* **TASK ITEM**
A word-for-word copy is required of the line containing "middle mcp: (667, 775)" and of each line after it in the material below, through the last one.

* **RECORD EXCERPTS**
╭──
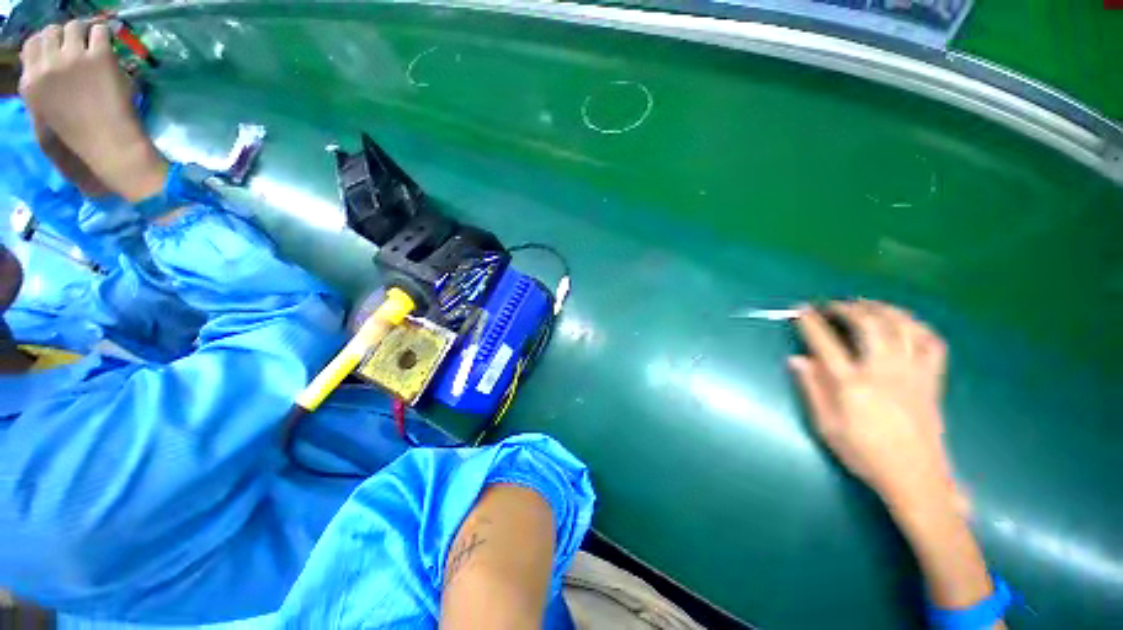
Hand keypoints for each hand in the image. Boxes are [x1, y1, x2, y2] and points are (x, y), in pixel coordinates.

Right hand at [19, 21, 164, 201]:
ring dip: (85, 34)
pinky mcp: (99, 57)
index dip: (48, 44)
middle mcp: (46, 67)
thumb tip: (44, 63)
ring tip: (94, 48)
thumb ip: (41, 86)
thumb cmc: (80, 137)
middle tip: (79, 48)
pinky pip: (100, 30)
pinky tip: (108, 50)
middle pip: (51, 32)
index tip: (60, 50)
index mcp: (30, 83)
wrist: (109, 146)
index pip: (32, 46)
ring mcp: (73, 59)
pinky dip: (104, 35)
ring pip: (74, 26)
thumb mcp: (46, 113)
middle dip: (66, 37)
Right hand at [790, 301, 963, 512]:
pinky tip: (904, 323)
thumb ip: (812, 389)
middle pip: (869, 326)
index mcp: (853, 386)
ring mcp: (913, 374)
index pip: (826, 344)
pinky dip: (917, 326)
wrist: (915, 477)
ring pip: (902, 327)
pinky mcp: (932, 380)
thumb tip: (797, 359)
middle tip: (832, 305)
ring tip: (865, 304)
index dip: (811, 323)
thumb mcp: (827, 426)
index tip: (801, 310)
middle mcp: (884, 372)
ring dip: (881, 309)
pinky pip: (932, 343)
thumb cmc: (864, 454)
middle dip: (847, 308)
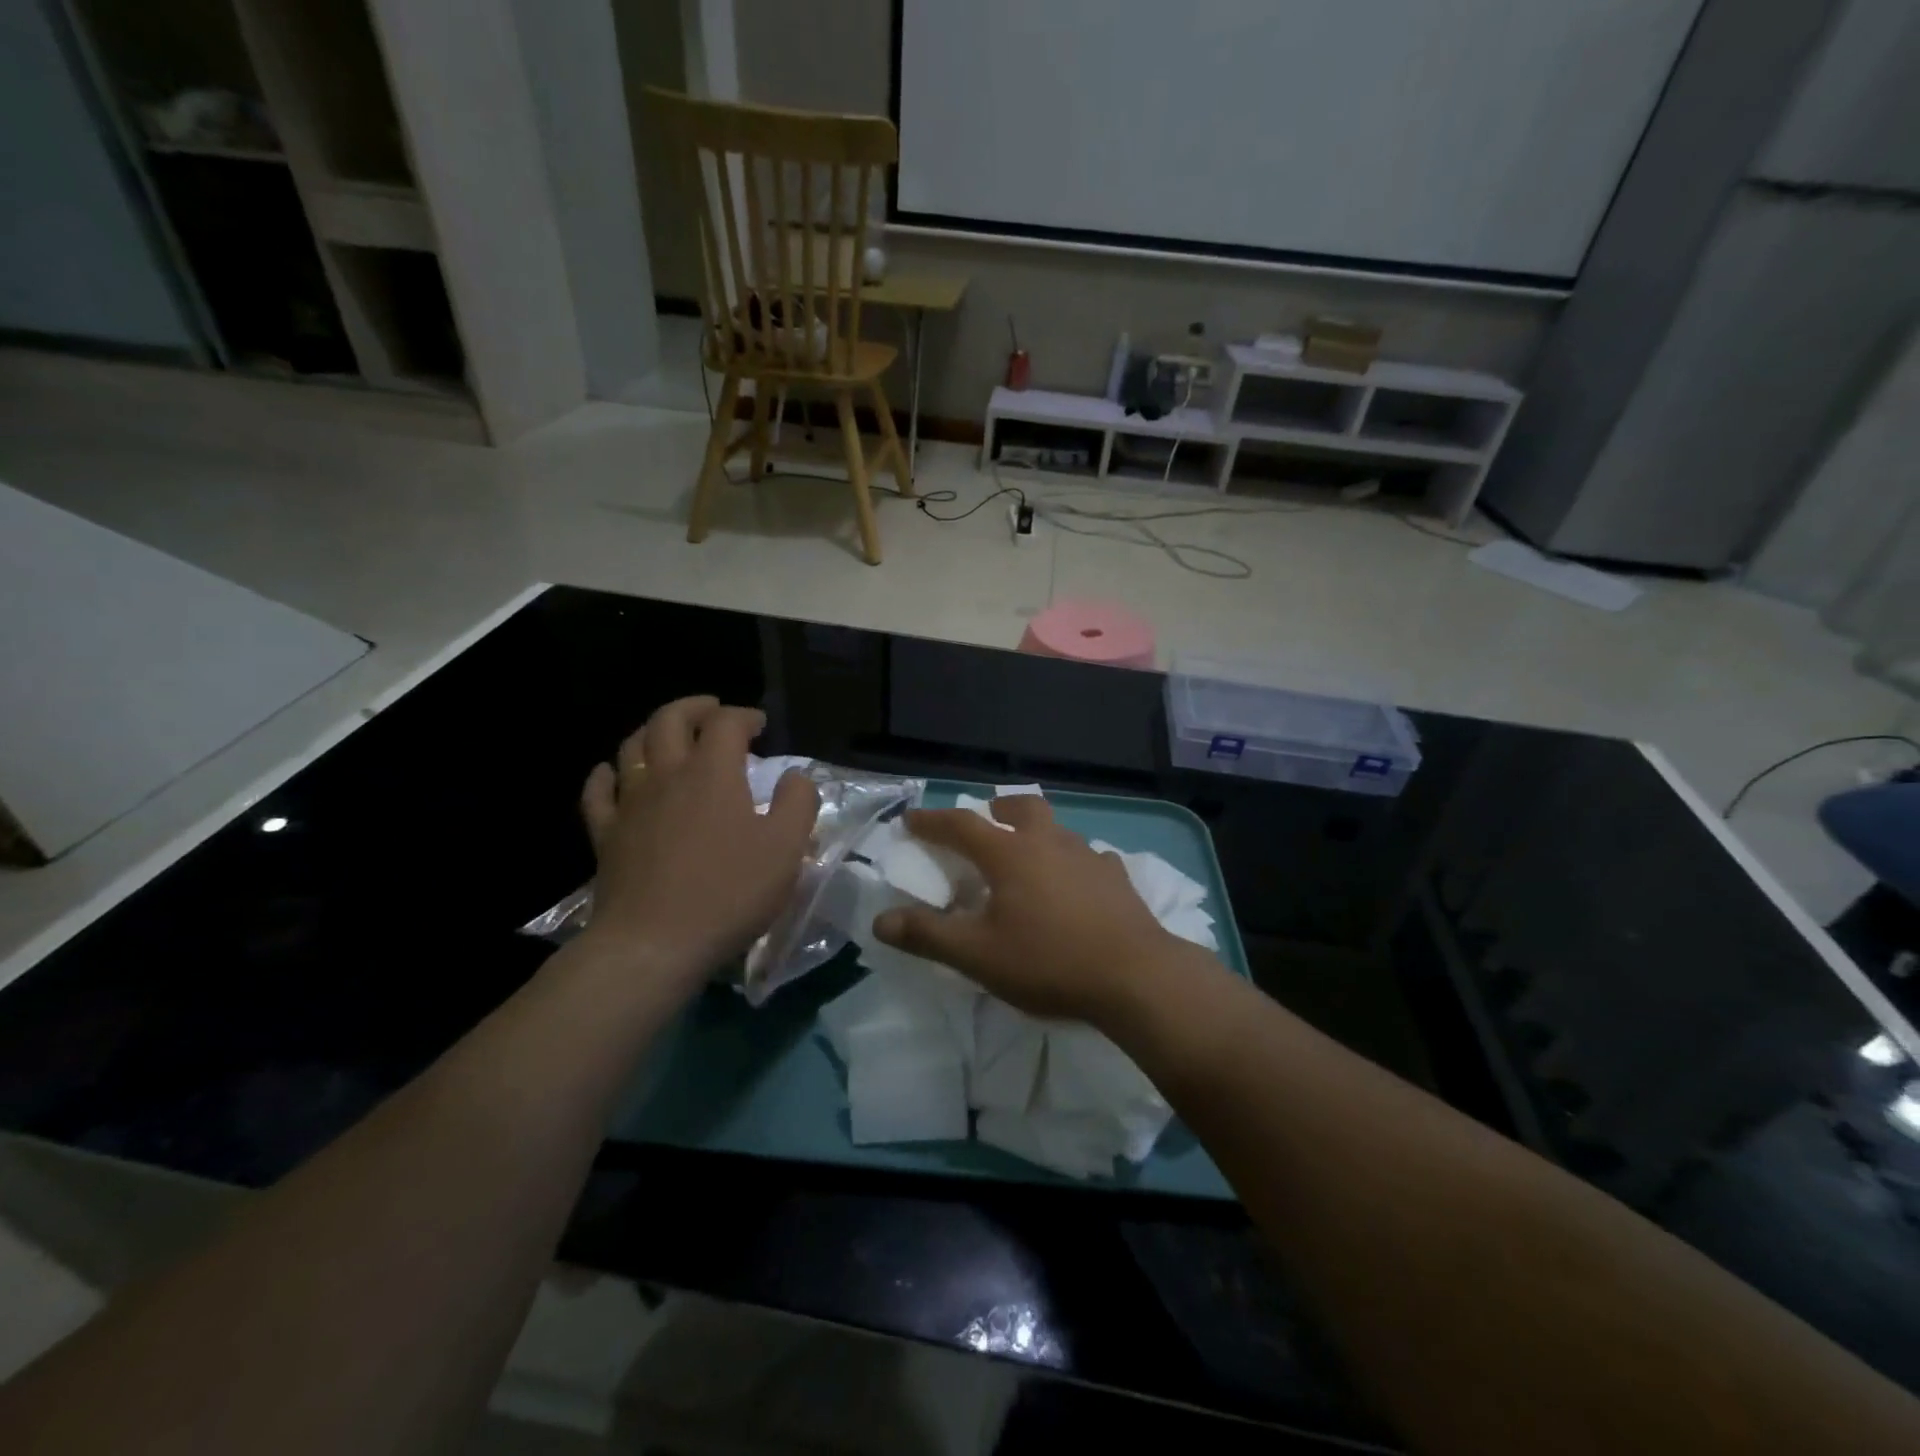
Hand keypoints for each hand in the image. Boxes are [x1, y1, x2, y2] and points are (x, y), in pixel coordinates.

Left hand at [577, 697, 818, 979]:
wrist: (654, 944)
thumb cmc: (728, 893)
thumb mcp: (786, 849)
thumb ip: (798, 803)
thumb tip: (796, 776)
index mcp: (712, 773)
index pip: (726, 724)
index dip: (744, 716)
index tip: (759, 725)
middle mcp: (667, 775)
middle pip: (669, 720)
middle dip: (693, 707)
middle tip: (712, 710)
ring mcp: (630, 803)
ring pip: (631, 747)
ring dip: (653, 731)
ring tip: (669, 735)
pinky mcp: (605, 834)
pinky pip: (598, 791)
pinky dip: (606, 774)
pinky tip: (613, 773)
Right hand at [872, 795, 1189, 1023]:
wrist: (1135, 976)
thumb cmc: (1049, 962)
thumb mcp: (978, 955)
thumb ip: (928, 935)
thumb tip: (881, 919)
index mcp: (1010, 854)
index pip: (961, 825)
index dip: (932, 821)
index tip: (911, 820)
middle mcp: (1048, 842)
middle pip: (1020, 807)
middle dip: (996, 808)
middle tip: (985, 819)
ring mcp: (1087, 855)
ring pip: (1055, 828)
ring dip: (1035, 832)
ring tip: (1028, 856)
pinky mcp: (1116, 876)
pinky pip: (1087, 856)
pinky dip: (1071, 861)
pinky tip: (1075, 884)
╰──
* **ANSWER BELOW**
middle mcp: (667, 775)
middle pip: (669, 720)
middle dip: (693, 707)
middle tip: (712, 710)
ring mcp: (630, 803)
ring pip: (631, 747)
ring dip: (653, 731)
ring tip: (669, 735)
pinky mcp: (605, 834)
pinky pip: (598, 791)
pinky dip: (606, 774)
pinky tip: (613, 773)
Right hand at [872, 795, 1189, 1023]:
wrist: (1135, 976)
thumb cmc: (1049, 962)
thumb mcp: (978, 955)
thumb ip: (928, 935)
thumb tip: (881, 919)
index mcp: (1010, 854)
index pip: (961, 825)
index dip: (932, 821)
index tip: (911, 820)
middle mcp: (1048, 842)
middle pip: (1020, 807)
middle dip: (996, 808)
middle tip: (985, 819)
ring mcp: (1087, 855)
ring pip: (1055, 828)
ring dip: (1035, 832)
ring tip: (1028, 856)
pinky mcp: (1116, 876)
pinky pip: (1087, 856)
pinky dip: (1071, 861)
pinky tip: (1075, 884)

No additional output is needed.